== Study material ==
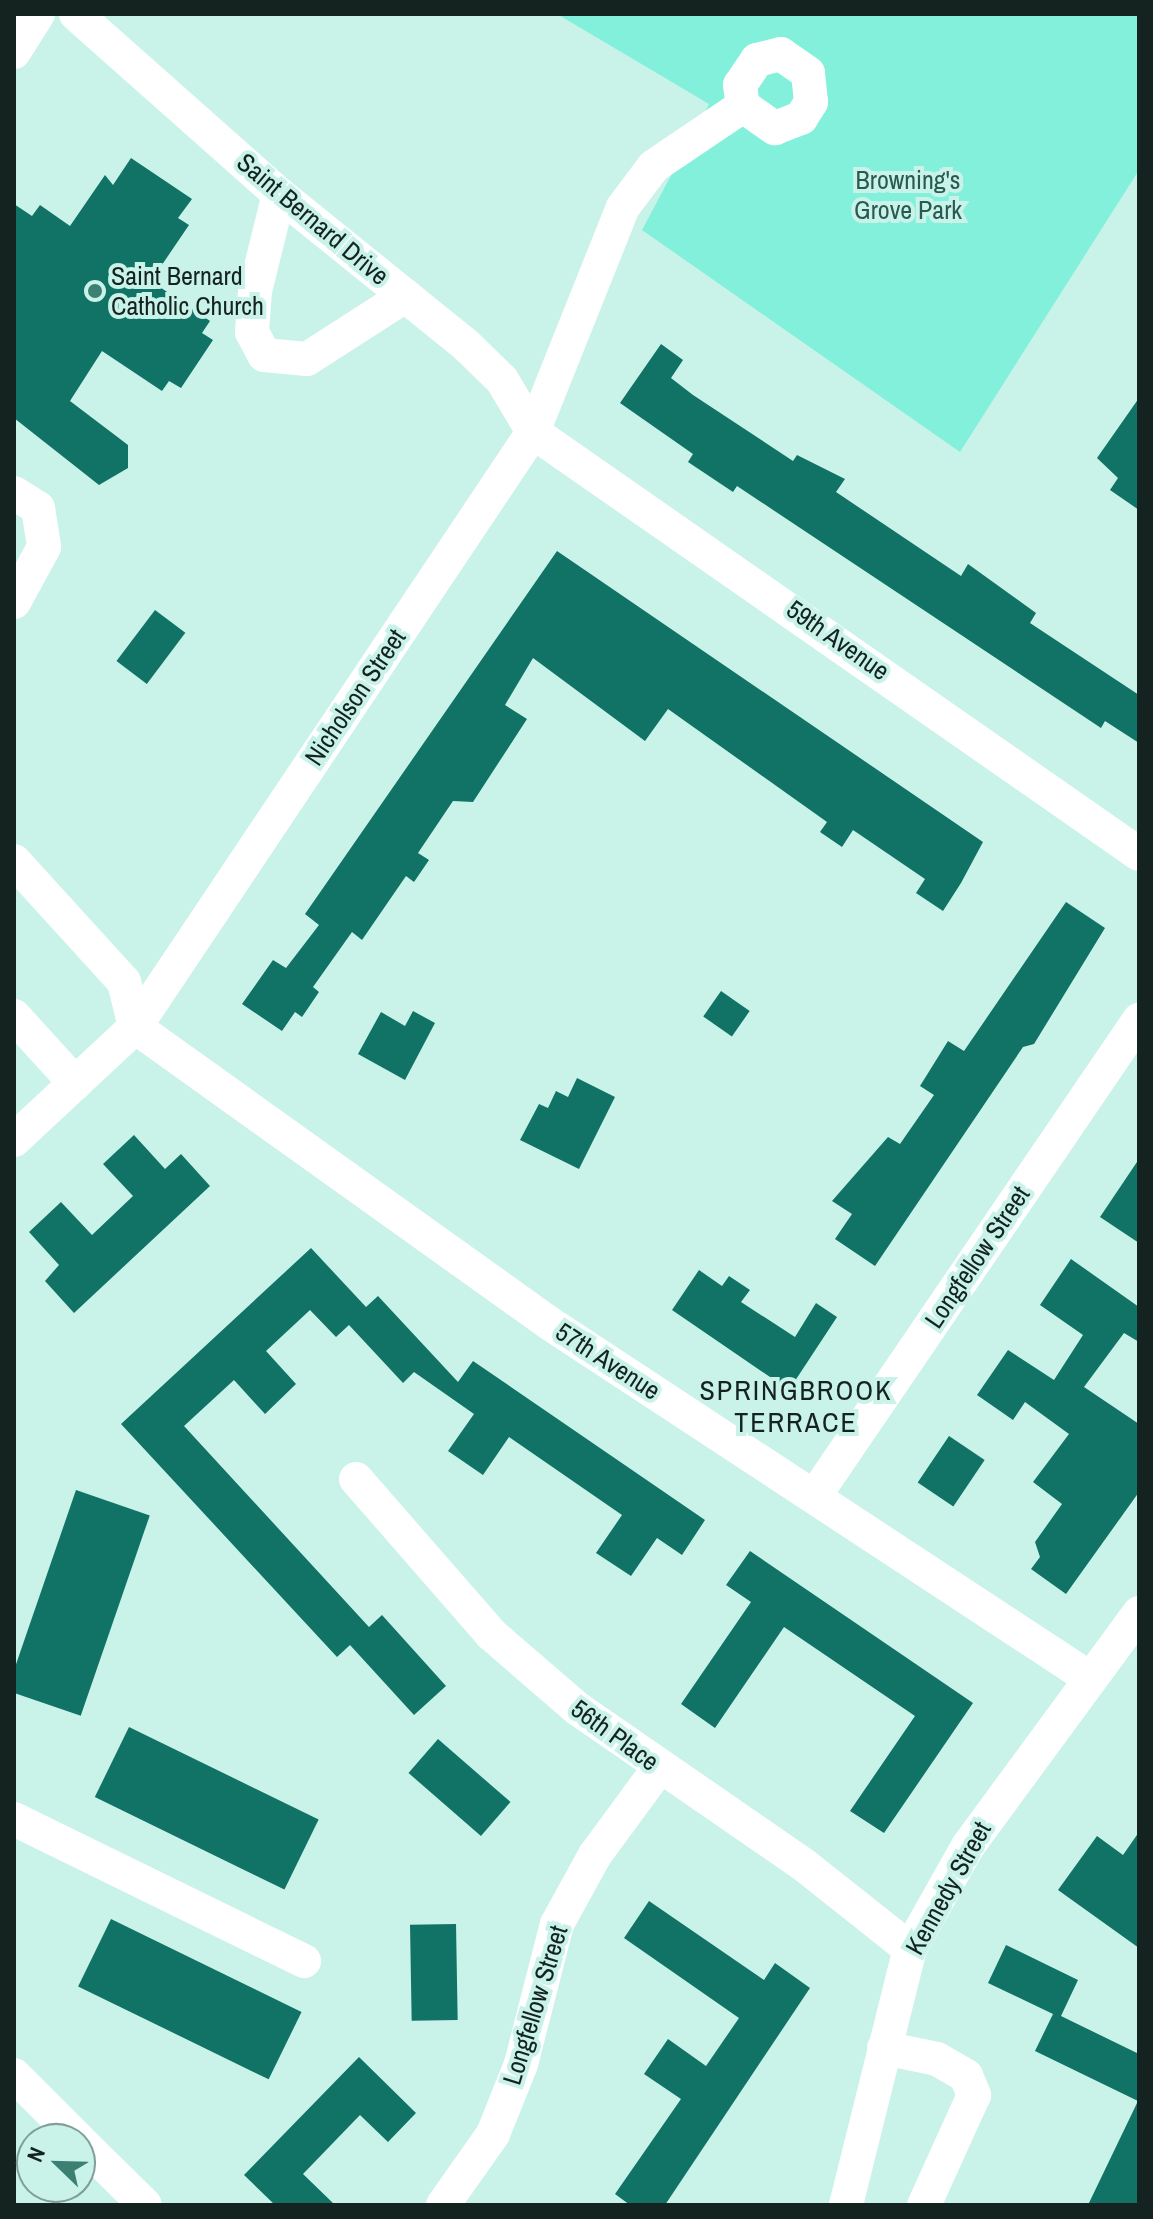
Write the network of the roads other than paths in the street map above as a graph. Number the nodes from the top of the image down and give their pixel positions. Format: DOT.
graph roads {
  1 [pos="38,14"];
  2 [pos="78,15"];
  3 [pos="14,52"];
  4 [pos="743,106"];
  5 [pos="279,194"];
  6 [pos="405,296"];
  7 [pos="533,432"];
  8 [pos="14,493"];
  9 [pos="14,602"];
  10 [pos="1139,854"];
  11 [pos="14,861"];
  12 [pos="14,1016"];
  13 [pos="1139,1020"];
  14 [pos="135,1027"];
  15 [pos="75,1083"];
  16 [pos="14,1140"];
  17 [pos="356,1479"];
  18 [pos="816,1494"];
  19 [pos="1139,1613"];
  20 [pos="1091,1679"];
  21 [pos="659,1768"];
  22 [pos="14,1819"];
  23 [pos="910,1949"];
  24 [pos="304,1961"];
  25 [pos="884,2048"];
  26 [pos="14,2075"];
  27 [pos="62,2123"];
  28 [pos="96,2157"];
  29 [pos="145,2205"];
  30 [pos="443,2205"];
  31 [pos="846,2205"];
  32 [pos="924,2205"];
  1 -- 3 [label="street"];
  2 -- 5 [label="street, Saint Bernard Drive"];
  4 -- 7 [label="street, Nicholson Street"];
  5 -- 6 [label="street, Saint Bernard Drive"];
  5 -- 6 [label="street"];
  6 -- 7 [label="street, Saint Bernard Drive"];
  7 -- 10 [label="street, 59th Avenue"];
  7 -- 14 [label="street, Nicholson Street"];
  8 -- 9 [label="street"];
  11 -- 14 [label="street"];
  12 -- 15 [label="street"];
  13 -- 18 [label="street, Longfellow Street"];
  14 -- 15 [label="street, Nicholson Street"];
  14 -- 18 [label="street, 57th Avenue"];
  15 -- 16 [label="street, Nicholson Street"];
  17 -- 21 [label="street, 56th Place"];
  18 -- 20 [label="street, 57th Avenue"];
  19 -- 20 [label="street, Kennedy Street"];
  20 -- 23 [label="street, Kennedy Street"];
  21 -- 23 [label="street, 56th Place"];
  21 -- 30 [label="street, Longfellow Street"];
  22 -- 24 [label="street"];
  23 -- 25 [label="street, Kennedy Street"];
  25 -- 31 [label="street, Kennedy Street"];
  25 -- 32 [label="street"];
  26 -- 27 [label="street"];
  28 -- 29 [label="street"];
}
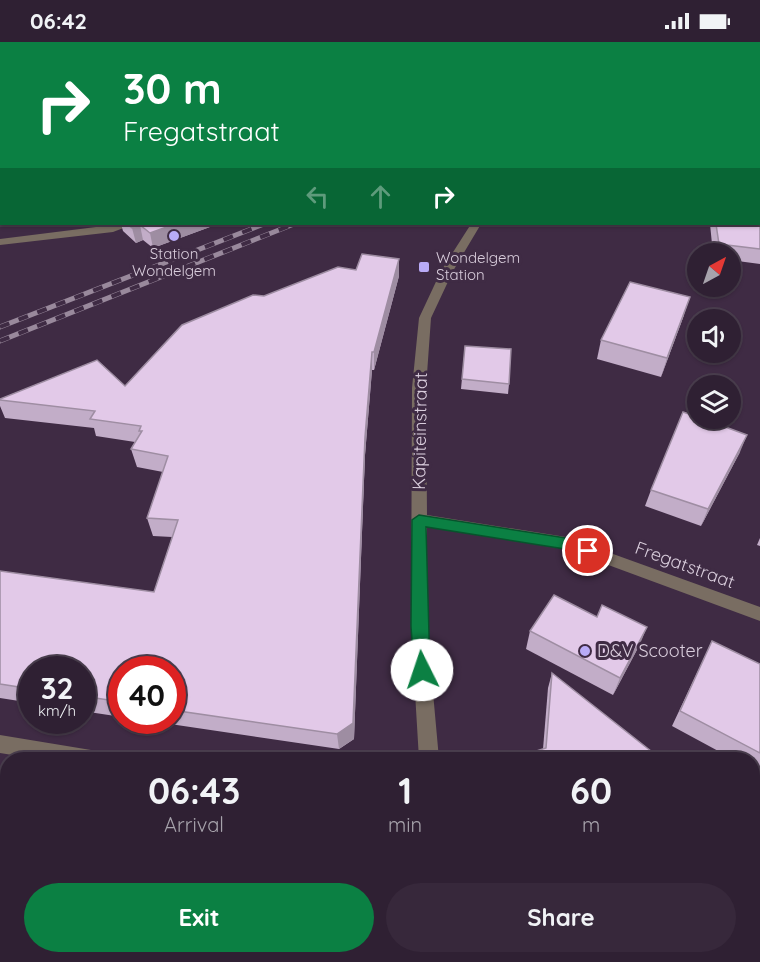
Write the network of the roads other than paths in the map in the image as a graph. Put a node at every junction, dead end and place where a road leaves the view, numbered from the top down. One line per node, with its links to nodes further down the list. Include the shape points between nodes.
===
What the task asks »
When copying the entries, drop the images and keep every line exact.

Answer box »
Write the network of the roads other than paths in the street map above as a graph. Number the nodes from the top of the image down and give their pixel positions. Format: DOT.
graph roads {
  1 [pos="38,14"];
  2 [pos="78,15"];
  3 [pos="14,52"];
  4 [pos="743,106"];
  5 [pos="279,194"];
  6 [pos="405,296"];
  7 [pos="533,432"];
  8 [pos="14,493"];
  9 [pos="14,602"];
  10 [pos="1139,854"];
  11 [pos="14,861"];
  12 [pos="14,1016"];
  13 [pos="1139,1020"];
  14 [pos="135,1027"];
  15 [pos="75,1083"];
  16 [pos="14,1140"];
  17 [pos="356,1479"];
  18 [pos="816,1494"];
  19 [pos="1139,1613"];
  20 [pos="1091,1679"];
  21 [pos="659,1768"];
  22 [pos="14,1819"];
  23 [pos="910,1949"];
  24 [pos="304,1961"];
  25 [pos="884,2048"];
  26 [pos="14,2075"];
  27 [pos="62,2123"];
  28 [pos="96,2157"];
  29 [pos="145,2205"];
  30 [pos="443,2205"];
  31 [pos="846,2205"];
  32 [pos="924,2205"];
  1 -- 3 [label="street"];
  2 -- 5 [label="street, Saint Bernard Drive"];
  4 -- 7 [label="street, Nicholson Street"];
  5 -- 6 [label="street, Saint Bernard Drive"];
  5 -- 6 [label="street"];
  6 -- 7 [label="street, Saint Bernard Drive"];
  7 -- 10 [label="street, 59th Avenue"];
  7 -- 14 [label="street, Nicholson Street"];
  8 -- 9 [label="street"];
  11 -- 14 [label="street"];
  12 -- 15 [label="street"];
  13 -- 18 [label="street, Longfellow Street"];
  14 -- 15 [label="street, Nicholson Street"];
  14 -- 18 [label="street, 57th Avenue"];
  15 -- 16 [label="street, Nicholson Street"];
  17 -- 21 [label="street, 56th Place"];
  18 -- 20 [label="street, 57th Avenue"];
  19 -- 20 [label="street, Kennedy Street"];
  20 -- 23 [label="street, Kennedy Street"];
  21 -- 23 [label="street, 56th Place"];
  21 -- 30 [label="street, Longfellow Street"];
  22 -- 24 [label="street"];
  23 -- 25 [label="street, Kennedy Street"];
  25 -- 31 [label="street, Kennedy Street"];
  25 -- 32 [label="street"];
  26 -- 27 [label="street"];
  28 -- 29 [label="street"];
}
Write the network of the roads other than paths in the map in the image as a graph. Put a node at every junction, dead end and place where a road leaves the view, numbered from the top down. One line per node, with its links to nodes further down the list. Include the shape points between nodes.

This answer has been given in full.